Tim Hardwick, writing for MacRumors, on a strange limitation of the Apple Intelligence rollout earlier this week:
Apple’s new Mail sorting features in iOS 18.2 are notably absent from both iPadOS 18.2 and macOS Sequoia 15.2, raising questions about the company’s rollout strategy for the email management system.
The new feature automatically sorts emails into four distinct categories: Primary, Transactions, Updates, and Promotions, with the aim of helping iPhone users better organize their inboxes. Devices that support Apple Intelligence also surface priority messages as part of the new system.
Users on iPhone who updated to iOS 18.2 have the features. However, iPad and Mac users who updated their devices with the software that Apple released concurrently with iOS 18.2 will have noticed their absence. iPhone users can easily switch between categorized and traditional list views, but iPad and Mac users are limited to the standard chronological inbox layout.
This was so odd during the beta cycle, and it continues to be the single decision I find the most perplexing in Apple’s launch strategy for Apple Intelligence.

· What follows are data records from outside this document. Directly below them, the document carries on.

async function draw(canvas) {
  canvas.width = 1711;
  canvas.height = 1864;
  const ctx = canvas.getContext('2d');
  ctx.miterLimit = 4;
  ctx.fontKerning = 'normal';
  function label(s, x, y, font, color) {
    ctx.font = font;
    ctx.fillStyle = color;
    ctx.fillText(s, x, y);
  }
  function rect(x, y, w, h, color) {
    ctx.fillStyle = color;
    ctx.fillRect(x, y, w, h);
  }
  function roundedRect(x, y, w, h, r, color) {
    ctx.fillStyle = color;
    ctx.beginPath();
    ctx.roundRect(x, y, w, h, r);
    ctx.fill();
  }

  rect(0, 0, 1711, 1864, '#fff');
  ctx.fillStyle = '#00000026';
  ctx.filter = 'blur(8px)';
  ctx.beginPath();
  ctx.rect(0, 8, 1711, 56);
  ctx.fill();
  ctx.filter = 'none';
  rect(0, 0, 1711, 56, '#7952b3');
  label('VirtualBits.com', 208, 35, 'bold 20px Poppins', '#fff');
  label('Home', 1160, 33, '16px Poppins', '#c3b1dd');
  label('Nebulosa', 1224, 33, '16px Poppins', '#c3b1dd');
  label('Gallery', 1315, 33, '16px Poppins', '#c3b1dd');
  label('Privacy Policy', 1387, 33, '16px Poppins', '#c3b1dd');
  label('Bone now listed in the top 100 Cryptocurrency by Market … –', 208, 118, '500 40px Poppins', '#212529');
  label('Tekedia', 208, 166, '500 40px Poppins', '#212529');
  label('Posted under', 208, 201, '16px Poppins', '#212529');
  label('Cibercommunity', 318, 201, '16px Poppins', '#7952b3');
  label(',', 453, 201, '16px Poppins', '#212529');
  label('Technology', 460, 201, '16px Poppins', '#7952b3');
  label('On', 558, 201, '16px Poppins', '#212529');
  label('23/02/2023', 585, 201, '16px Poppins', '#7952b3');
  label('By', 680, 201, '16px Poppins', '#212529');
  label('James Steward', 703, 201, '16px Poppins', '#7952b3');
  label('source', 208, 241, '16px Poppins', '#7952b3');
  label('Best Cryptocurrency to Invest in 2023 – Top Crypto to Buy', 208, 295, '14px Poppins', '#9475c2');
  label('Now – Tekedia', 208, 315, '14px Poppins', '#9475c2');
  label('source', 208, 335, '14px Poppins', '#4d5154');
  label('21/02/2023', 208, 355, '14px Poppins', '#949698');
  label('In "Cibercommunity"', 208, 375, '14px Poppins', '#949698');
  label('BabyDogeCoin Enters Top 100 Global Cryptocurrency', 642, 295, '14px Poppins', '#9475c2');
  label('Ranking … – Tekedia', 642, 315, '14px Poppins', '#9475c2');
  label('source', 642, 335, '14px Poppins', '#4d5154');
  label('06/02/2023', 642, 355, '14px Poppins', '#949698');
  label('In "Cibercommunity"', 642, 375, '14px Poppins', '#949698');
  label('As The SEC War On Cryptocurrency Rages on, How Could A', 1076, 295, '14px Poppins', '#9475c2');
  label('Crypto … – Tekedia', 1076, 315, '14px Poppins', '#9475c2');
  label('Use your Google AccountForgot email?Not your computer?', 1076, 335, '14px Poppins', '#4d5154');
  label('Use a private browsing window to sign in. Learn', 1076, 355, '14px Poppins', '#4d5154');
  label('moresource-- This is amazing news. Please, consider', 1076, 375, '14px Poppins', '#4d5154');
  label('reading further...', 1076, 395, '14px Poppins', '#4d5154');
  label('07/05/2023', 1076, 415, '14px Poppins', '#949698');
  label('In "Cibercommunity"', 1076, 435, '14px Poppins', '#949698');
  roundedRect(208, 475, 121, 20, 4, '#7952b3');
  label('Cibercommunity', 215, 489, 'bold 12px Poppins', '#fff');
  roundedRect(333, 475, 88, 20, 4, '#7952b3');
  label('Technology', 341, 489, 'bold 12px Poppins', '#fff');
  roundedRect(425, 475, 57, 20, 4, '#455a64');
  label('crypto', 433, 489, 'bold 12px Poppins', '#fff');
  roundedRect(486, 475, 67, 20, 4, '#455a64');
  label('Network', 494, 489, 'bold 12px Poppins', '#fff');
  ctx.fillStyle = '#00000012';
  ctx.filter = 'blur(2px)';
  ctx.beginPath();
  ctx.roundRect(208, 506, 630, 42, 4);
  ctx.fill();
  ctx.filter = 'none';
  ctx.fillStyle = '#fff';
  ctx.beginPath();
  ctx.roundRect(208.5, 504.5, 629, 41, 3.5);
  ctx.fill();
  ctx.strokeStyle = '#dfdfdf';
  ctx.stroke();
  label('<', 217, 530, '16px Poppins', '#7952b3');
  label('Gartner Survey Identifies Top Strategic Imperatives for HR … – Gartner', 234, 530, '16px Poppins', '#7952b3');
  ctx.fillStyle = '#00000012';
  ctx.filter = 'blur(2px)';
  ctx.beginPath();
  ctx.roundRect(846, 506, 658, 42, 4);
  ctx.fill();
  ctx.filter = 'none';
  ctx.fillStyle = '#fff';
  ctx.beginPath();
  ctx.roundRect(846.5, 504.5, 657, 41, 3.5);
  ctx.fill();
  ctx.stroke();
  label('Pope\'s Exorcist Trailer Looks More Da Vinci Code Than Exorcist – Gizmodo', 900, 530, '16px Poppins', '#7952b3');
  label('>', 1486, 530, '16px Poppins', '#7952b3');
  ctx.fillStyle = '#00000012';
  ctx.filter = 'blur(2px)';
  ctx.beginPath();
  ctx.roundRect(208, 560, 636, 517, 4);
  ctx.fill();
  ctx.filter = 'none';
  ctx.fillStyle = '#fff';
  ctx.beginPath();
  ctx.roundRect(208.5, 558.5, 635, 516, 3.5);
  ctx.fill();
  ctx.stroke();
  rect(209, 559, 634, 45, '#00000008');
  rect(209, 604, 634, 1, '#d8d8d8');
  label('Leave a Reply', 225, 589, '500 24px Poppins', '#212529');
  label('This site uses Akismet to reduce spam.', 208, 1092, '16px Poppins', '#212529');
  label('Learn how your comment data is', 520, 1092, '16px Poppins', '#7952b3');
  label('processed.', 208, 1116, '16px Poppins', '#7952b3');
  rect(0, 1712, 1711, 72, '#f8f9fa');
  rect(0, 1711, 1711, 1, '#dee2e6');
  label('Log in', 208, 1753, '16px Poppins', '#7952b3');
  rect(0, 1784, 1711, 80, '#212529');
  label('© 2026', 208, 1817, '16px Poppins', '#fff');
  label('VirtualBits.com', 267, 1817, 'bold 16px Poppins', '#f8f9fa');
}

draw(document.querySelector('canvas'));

I didn’t cover Mail’s new smart categorization feature in my story about Apple Intelligence for one simple reason: it’s not available on the device where I do most of my work: my iPad Pro. I’ve been able to test the functionality on my iPhone, and it’s good enough: iOS occasionally gets a category wrong, but (surprisingly) you can manually categorize a sender and train the system yourself.
(As an aside: can we talk about the fact that a bunch of options, including sender categorization, can only be accessed via Mail’s…Reply button? How did we end up in this situation?)
I would very much prefer to use Apple Mail instead of Spark, which offers smart inbox categorization across platforms but is nowhere as nice-looking as Mail and comes with its own set of quirks. However, as long as smart categories are exclusive to the iPhone version of Mail, Apple’s decision prevents me from incorporating the updated Mail app into my daily workflow.